TERRY TANG, Associated Press
MATTHEW DALY, Associated Press
PHOENIX — In a new revelation in the growing Veterans Affairs’ scandal, the organization’s acting head says that an additional 18 veterans whose names were kept off an official electronic VA appointment list have died.
Acting VA Secretary Sloan Gibson said he would ask the inspector general to see if there is any indication those deaths were related to long wait times. If so, they would reach out to those veterans’ families.
“I will come personally and apologize to the survivors,” Gibson said Thursday.
Gibson’s remarks during a visit to Phoenix were the latest related to the scandal over long patient waits for care and falsified records covering up the delays at VA hospitals and clinics nationwide.
Gibson’s announcement came as senior senators reached agreement on the framework for a bipartisan bill making it easier for veterans to get health care outside VA hospitals and clinics.
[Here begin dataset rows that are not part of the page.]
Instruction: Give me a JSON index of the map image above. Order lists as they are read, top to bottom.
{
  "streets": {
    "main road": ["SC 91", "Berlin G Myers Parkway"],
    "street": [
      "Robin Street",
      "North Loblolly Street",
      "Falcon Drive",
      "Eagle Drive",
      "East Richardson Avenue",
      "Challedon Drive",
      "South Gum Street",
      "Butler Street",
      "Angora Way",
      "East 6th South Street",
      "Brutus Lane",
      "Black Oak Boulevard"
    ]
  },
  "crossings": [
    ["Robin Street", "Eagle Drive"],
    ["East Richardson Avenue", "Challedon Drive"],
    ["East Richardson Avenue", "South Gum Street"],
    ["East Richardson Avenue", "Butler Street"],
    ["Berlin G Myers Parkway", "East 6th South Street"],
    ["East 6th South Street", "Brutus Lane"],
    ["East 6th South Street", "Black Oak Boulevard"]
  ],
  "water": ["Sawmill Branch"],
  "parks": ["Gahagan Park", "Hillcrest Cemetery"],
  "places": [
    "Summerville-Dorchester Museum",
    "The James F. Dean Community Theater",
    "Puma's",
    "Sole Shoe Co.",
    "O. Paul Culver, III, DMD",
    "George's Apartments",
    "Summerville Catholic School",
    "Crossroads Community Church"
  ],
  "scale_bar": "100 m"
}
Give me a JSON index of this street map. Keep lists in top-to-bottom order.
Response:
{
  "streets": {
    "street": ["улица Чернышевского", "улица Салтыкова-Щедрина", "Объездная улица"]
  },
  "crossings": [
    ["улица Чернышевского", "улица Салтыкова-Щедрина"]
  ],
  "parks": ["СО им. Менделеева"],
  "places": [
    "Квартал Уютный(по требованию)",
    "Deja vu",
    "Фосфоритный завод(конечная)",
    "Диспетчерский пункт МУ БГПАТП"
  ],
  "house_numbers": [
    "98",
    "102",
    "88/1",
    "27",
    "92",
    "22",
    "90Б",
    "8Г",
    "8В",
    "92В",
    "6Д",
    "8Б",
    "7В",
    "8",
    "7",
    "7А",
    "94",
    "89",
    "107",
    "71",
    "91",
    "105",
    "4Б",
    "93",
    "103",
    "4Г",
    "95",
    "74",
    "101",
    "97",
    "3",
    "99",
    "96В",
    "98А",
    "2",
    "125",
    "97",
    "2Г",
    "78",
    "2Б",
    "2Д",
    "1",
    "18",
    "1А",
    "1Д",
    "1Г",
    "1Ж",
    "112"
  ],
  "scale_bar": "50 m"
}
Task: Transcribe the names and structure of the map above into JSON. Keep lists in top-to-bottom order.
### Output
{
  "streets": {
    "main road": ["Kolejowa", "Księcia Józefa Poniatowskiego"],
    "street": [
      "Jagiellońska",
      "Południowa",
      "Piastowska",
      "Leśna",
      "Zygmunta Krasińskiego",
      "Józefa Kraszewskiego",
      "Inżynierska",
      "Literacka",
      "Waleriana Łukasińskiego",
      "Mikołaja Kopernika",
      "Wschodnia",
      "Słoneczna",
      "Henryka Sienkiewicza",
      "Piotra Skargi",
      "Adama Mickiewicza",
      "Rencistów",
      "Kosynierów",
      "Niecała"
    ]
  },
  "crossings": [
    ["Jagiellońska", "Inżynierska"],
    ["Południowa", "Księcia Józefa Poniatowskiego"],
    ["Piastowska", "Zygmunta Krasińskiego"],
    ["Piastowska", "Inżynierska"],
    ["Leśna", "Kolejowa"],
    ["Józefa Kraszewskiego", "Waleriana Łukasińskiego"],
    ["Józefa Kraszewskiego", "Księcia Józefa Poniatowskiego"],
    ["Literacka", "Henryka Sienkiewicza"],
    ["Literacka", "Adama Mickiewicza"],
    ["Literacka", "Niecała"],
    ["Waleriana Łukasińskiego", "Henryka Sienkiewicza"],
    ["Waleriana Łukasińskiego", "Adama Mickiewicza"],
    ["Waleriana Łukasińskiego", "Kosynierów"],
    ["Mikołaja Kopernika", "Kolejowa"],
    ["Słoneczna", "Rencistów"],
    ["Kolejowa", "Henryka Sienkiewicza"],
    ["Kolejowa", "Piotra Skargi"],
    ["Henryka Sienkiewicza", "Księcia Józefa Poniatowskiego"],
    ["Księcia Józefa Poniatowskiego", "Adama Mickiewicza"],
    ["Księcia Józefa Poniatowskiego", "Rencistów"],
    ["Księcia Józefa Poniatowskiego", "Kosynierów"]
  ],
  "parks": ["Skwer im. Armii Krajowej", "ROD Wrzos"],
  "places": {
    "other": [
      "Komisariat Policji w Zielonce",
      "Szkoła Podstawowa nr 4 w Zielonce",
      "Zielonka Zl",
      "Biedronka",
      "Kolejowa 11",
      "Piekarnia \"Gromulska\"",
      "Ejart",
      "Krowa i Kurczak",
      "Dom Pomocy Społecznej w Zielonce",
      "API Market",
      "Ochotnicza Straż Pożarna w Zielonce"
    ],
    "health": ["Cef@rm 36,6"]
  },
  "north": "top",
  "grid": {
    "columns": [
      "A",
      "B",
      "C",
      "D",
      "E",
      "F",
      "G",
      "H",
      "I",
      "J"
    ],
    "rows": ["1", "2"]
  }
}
The 18 veterans who died were among 1,700 veterans identified in a report last week by the VA’s inspector general as being “at risk of being lost or forgotten.” The investigation also found broad and deep-seated problems with delays in patient care and manipulation of waiting lists throughout the sprawling VA health care system, which provides medical care to about 9 million veterans and family members.
Gibson said he does not know whether the 18 new deaths were related to wait times but said they were in addition to the 17 reported last month.
Richard Griffin, the VA’s acting inspector general, told a Senate committee three weeks ago that his investigators had found 17 deaths among veterans awaiting appointments in Phoenix. Griffin said in his report last week the dead veterans’ medical records and death certificates as well as autopsy reports would have to be examined before he could say whether any of them were caused by delays in getting appointments.